In 2007, Bajetto et al. showed the expression of human stromal cell-derived factor-1 (SDF-1) and its receptor CXCR4 in human meningiomas (3). Previously they have reported the expression of these chemokines in human gliomas. It is known that SDF-1 induces mitogenic activity via upregulation of its receptor CXCR4 (4-6).

It has been reported that meningeal cells synthesize and secrete SDF1 and its receptor CXCR4 (7, 8). It can attract stem cells to increase proliferation. Neural cells and also meningioma tumor cells express CXCR4 and SDF-1 (4). It has been reported in 2015 by Quan, et al. that normal skin cells express SDF1 and CXCR4 (9). Furthermore, many different cancer cells up-regulate the expression of the mentioned factors too, such as basal cell carcinoma, squamous cell carcinoma, and psoriasis (9).

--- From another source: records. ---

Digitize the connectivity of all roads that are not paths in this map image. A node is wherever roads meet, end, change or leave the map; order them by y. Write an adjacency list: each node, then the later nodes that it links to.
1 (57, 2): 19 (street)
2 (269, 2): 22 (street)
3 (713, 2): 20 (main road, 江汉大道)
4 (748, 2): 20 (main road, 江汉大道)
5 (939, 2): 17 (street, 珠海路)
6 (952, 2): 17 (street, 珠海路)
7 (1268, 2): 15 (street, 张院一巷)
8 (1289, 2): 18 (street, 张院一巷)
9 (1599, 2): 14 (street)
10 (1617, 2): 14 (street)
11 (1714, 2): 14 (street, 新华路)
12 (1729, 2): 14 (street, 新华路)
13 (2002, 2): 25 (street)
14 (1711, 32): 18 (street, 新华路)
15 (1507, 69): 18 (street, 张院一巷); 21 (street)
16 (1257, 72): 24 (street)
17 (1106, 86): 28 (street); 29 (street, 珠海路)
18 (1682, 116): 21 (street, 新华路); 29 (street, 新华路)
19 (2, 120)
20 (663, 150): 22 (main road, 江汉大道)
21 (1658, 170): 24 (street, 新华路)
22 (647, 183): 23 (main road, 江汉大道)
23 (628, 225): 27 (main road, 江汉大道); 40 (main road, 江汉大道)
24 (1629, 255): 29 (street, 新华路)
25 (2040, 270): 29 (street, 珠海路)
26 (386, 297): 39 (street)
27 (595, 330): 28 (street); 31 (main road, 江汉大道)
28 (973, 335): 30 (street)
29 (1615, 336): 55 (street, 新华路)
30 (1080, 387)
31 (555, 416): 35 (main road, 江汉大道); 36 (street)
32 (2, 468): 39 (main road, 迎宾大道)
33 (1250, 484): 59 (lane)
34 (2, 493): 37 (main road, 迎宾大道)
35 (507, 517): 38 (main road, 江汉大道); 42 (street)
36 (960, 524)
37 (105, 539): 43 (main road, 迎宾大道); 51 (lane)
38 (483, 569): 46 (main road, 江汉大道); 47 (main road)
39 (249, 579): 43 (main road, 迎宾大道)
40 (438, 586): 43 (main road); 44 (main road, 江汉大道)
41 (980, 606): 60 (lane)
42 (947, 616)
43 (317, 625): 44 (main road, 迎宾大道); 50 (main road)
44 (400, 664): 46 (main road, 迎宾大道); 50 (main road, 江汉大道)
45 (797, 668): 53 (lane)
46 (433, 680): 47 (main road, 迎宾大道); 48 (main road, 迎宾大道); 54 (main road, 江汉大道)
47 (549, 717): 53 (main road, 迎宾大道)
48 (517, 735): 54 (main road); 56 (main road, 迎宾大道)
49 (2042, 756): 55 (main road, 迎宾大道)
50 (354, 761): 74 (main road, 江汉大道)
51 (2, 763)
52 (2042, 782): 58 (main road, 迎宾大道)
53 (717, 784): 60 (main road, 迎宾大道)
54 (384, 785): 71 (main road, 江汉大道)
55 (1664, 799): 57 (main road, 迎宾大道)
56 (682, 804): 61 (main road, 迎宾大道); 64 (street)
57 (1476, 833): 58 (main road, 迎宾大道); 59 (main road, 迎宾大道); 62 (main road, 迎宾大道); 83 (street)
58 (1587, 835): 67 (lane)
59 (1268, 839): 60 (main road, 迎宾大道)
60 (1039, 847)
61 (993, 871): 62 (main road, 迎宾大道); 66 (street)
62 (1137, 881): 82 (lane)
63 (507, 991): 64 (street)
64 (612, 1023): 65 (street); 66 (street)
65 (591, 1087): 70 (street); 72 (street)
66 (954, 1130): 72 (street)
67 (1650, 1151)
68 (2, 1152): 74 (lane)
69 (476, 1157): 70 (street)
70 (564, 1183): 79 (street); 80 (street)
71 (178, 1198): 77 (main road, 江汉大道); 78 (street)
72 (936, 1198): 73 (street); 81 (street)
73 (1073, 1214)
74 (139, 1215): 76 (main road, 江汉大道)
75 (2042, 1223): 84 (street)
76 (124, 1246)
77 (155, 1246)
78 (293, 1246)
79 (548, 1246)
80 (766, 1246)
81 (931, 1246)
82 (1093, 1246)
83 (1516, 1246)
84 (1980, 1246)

We hypothesize that as the meningeal cell expresses SDF-1 and CXCR4 to absorb the stem cells it might cause the aggregation of stem cells and produce a meningioma mass. In addition, somehow it may cause the up-regulation of CXCR4 and SDF-1 in skin cells and result in skin cancer, and in this case basal cell carcinoma. This is a raw hypothesis and it needs experiments to be conducted to elucidate the process of causation. The neoplasm-inducing effect of meningioma has been seen in cases with an accompaniment of glioma too.

It is reported in 2013 by Bollag and Hill that the CXCR4 and SDF-1 are seen in keratinocyte proliferation in psoriasis, basal cell carcinoma, systemic lupus erythematosus, and skin wound healing (10).

We think these cases of accompaniment of meningioma with skin cancers or glioma, are good examples of meningioma local neoplasm-inducing features. More studies are needed to answer the further questions every case brings to mind.